Comment author: Swimmer963 05 October 2011 02:48:16AM 0 points [-]

Neat. However, how regimented does your sleep schedule have to be in order for it to work? (My main problem with sleeping enough isn't that I have trouble going to bed early enough, like seems to be true for a lot of people... It's that some days I have shifts at work that start at 6 am and then I'm busy until 10 pm, and some days I get home after 11 pm and have to work 6 an the next day, and somehow even though I sleep 8-10 hours a night on the other days, I never really seem to catch up. (Also, can't nap during the day, at least not on demand. I taught myself to do it a bit during first-year university, but my schedule no longer allows napping anyway.)

Comment author: matt 05 October 2011 04:03:30AM 0 points [-]

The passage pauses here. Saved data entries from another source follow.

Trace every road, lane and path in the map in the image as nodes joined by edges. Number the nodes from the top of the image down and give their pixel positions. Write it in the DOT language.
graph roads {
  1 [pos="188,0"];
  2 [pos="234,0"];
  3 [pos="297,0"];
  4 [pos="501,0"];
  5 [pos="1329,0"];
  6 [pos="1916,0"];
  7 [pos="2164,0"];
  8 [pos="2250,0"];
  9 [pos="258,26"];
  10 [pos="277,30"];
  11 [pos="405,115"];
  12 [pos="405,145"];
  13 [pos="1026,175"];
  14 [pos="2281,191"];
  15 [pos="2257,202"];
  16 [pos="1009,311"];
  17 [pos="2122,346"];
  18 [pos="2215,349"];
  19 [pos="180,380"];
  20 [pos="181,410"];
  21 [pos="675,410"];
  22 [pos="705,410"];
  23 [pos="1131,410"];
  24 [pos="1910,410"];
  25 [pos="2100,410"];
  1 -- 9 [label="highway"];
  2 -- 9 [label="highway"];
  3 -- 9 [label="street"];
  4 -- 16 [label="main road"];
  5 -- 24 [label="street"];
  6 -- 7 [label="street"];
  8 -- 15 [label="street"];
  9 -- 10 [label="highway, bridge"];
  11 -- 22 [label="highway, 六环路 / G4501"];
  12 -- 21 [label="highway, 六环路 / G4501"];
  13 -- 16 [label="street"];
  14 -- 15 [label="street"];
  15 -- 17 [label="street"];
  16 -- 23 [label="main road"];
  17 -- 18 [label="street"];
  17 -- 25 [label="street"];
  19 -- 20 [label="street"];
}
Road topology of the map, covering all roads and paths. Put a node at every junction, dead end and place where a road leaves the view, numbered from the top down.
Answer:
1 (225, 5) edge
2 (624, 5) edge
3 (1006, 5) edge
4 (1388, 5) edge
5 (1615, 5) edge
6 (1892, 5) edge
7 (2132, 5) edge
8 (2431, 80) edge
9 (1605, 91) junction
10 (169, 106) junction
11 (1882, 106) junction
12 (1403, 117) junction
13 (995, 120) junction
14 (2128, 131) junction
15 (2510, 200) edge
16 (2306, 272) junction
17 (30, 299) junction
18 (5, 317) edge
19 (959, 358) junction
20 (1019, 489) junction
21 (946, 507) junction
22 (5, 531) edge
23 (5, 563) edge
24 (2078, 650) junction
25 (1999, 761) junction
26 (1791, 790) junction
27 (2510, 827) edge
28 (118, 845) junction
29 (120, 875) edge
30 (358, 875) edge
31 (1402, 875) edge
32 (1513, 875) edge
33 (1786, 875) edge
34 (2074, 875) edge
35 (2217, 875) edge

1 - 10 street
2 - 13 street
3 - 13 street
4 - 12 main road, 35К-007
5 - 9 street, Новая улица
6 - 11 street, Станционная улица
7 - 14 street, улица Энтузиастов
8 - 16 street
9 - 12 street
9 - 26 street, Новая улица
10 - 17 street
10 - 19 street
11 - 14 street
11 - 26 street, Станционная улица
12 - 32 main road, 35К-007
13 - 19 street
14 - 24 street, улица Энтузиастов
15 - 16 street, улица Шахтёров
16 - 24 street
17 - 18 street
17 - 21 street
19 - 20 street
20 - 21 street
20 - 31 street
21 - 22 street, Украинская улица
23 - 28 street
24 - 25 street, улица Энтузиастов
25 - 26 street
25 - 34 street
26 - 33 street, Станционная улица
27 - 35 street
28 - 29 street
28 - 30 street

I can usually move naps ±90 minutes with very little negative consequence (±30mins with no consequences). I can skip a nap with coffee at the cost of adding an extra hour of sleep the following night (I had to give up coffee to make normal naps work - trace caffeine doesn't stop me from napping, but does stop the naps from being effective).

Re: "can't nap during the day… on demand" - the adaption period will fix that.